May 15—Acting has always been a part of Desireé Glenn Gaoiran's dreams.

Now, she's hoping her new venture can fill a gap in youth activities she felt growing up.

"This isn't just an acting class," Glenn Gaoiran said. "I'm working with these kids on not just audition etiquette, but etiquette in general."

Her twice-weekly classes, called Acting Up for Kids and Teens, bring kids and teenagers together for acting exercises, short lectures and confidence workshops. For now, classes meet in the Mossy Lotus yoga studio, until Glenn Gaoiran can move into a more permanent space.

She held her first class in Mingus Park in October to gauge interest. In January she moved into the studio, and soon shifted from once-a-week classes to twice-weekly ones.

"I've been working with this amazing group of kids that have flourished in ways I wouldn't have imagined," Glenn Gaoiran said.

The classes are a mix of Glenn Gaoiran's life experiences, she said.

For one thing, they started as a result of the pandemic.

Glenn Gaoiran had been working full time as a radio personality at The Legend radio station in Coos Bay. But when the pandemic hit, she, like so many others, got laid off.

"After I dug up my front yard and made all the bread and stuff, I said, 'Well what am I going to do?'" Glenn Gaoiran remembered. "When COVID happened and I got laid off, I started to feel like I needed to offer people things."

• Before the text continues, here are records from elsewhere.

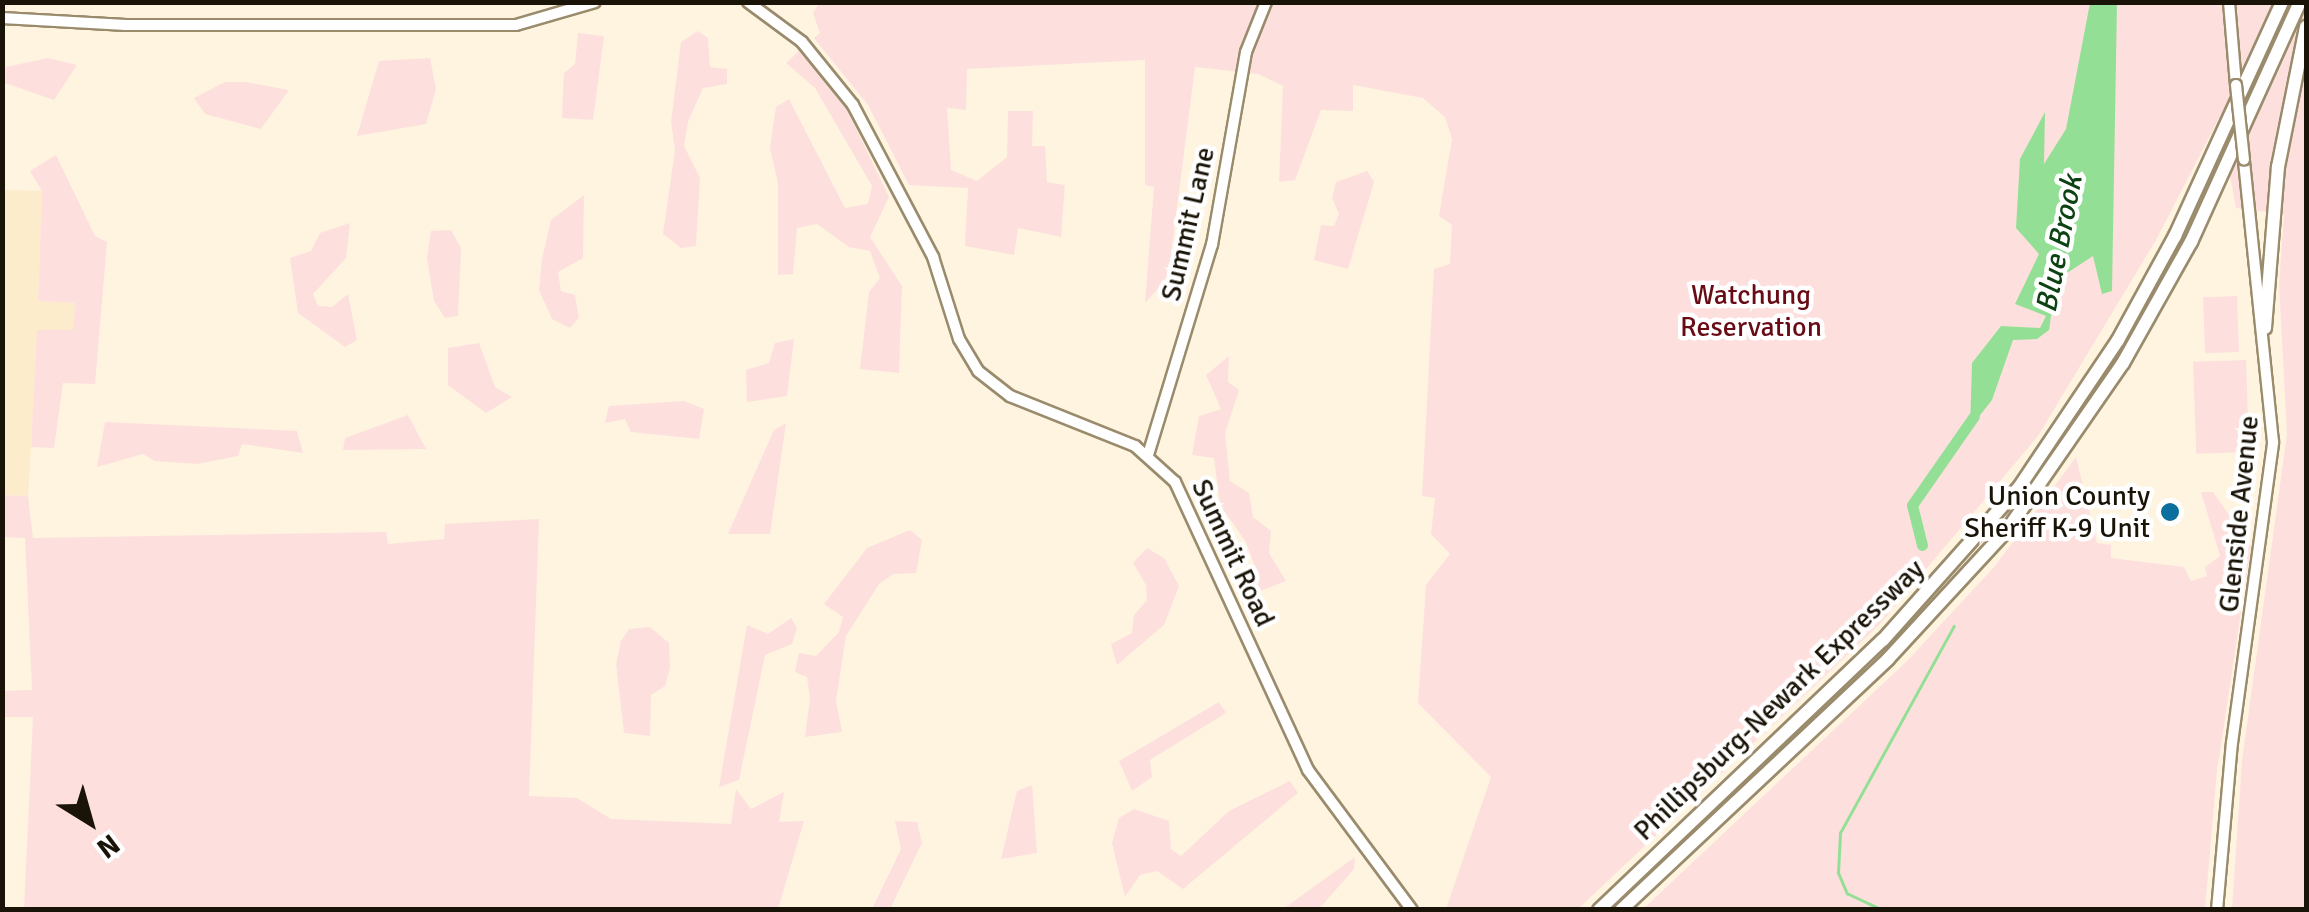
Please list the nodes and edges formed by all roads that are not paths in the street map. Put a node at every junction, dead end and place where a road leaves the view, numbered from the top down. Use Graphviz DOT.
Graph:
graph roads {
  1 [pos="595,2"];
  2 [pos="748,2"];
  3 [pos="1266,2"];
  4 [pos="2229,2"];
  5 [pos="2282,2"];
  6 [pos="2300,2"];
  7 [pos="2,18"];
  8 [pos="2306,28"];
  9 [pos="2264,328"];
  10 [pos="1148,455"];
  11 [pos="1412,910"];
  12 [pos="1599,910"];
  13 [pos="1621,910"];
  14 [pos="2216,910"];
  1 -- 7 [label="main road"];
  2 -- 10 [label="main road, Summit Road"];
  3 -- 10 [label="main road, Summit Lane"];
  4 -- 9 [label="main road, Glenside Avenue, bridge"];
  5 -- 12 [label="highway, Phillipsburg-Newark Expressway"];
  6 -- 13 [label="highway, Phillipsburg-Newark Expressway"];
  8 -- 9 [label="highway"];
  9 -- 14 [label="main road, Glenside Avenue"];
  10 -- 11 [label="main road, Summit Road"];
}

The thing she wanted to offer was her acting experience, and her story.

Glenn Gaoiran was raised in Myrtle Point. She still keeps in touch with her high school drama teacher, who she says set her on her path.

Growing up in the small community, Glenn Gaoiran says her options should have been limited. But her mother, living with cerebral palsy, taught her something else.

"She instilled in me, you can be anything you want to be," she said.

Glenn Gaoiran's dreams of becoming an actress shifted with the birth of her son right after graduating high school.

Still, she found other ways to fulfill her dreams, eventually getting a part in a play in Portland. She got other acting gigs, too, in films like "Asylum of Terror: Volume 1" and "The Suicide Pact."

She was commuting back and forth from Coos County to Portland for the work, wanting to give her two kids a level of stability she wouldn't be able to living in Portland as an actress full time. The plan at the time was to move after she got an associate's degree.

But soon she felt compelled to stay in Coos Bay to keep that level of stability for her kids.

So, she kept finding outlets for her skills within the community: Working in radio, narrating audiobooks and teaching drama for a year at the Lighthouse School.

"While I was there at Lighthouse, I saw this really big need," Glenn Gaoiran said. "The first thing I noticed was that they were all scared of acting."

Glenn Gaoiran said the students she met were trained to memorize lines and scripts, but lacked a key element of acting: Confidence.

"To be an actor you've really got to know yourself and dig deep into who you are," she said.

That's what Glenn Gaoiran hopes to do with her classes. She splits the time, about half for teaching acting and half for teaching confidence and emotional intelligence.

For example, she's currently helping students get started with a gratitude journal, an exercise in identifying and appreciating things in life to be grateful for. She's had students work on identifying what they appreciate about themselves, too.

Above all, Glenn Gaoiran says she's trying to connect with each of her students and offer them a space to "flourish."

"I just have a feeling that everybody needs to be seen and know that they matter," Glenn Gaoiran said. "That's the way I can make my difference right now."

Classes currently meet on Tuesdays and Saturdays, and cost $25 a piece. Multiple-class punch cards are available for a per-class discount, and Glenn Gaoiran said she hopes to reduce the cost as her business grows. More information's available online at actingupforkidsandteens.com.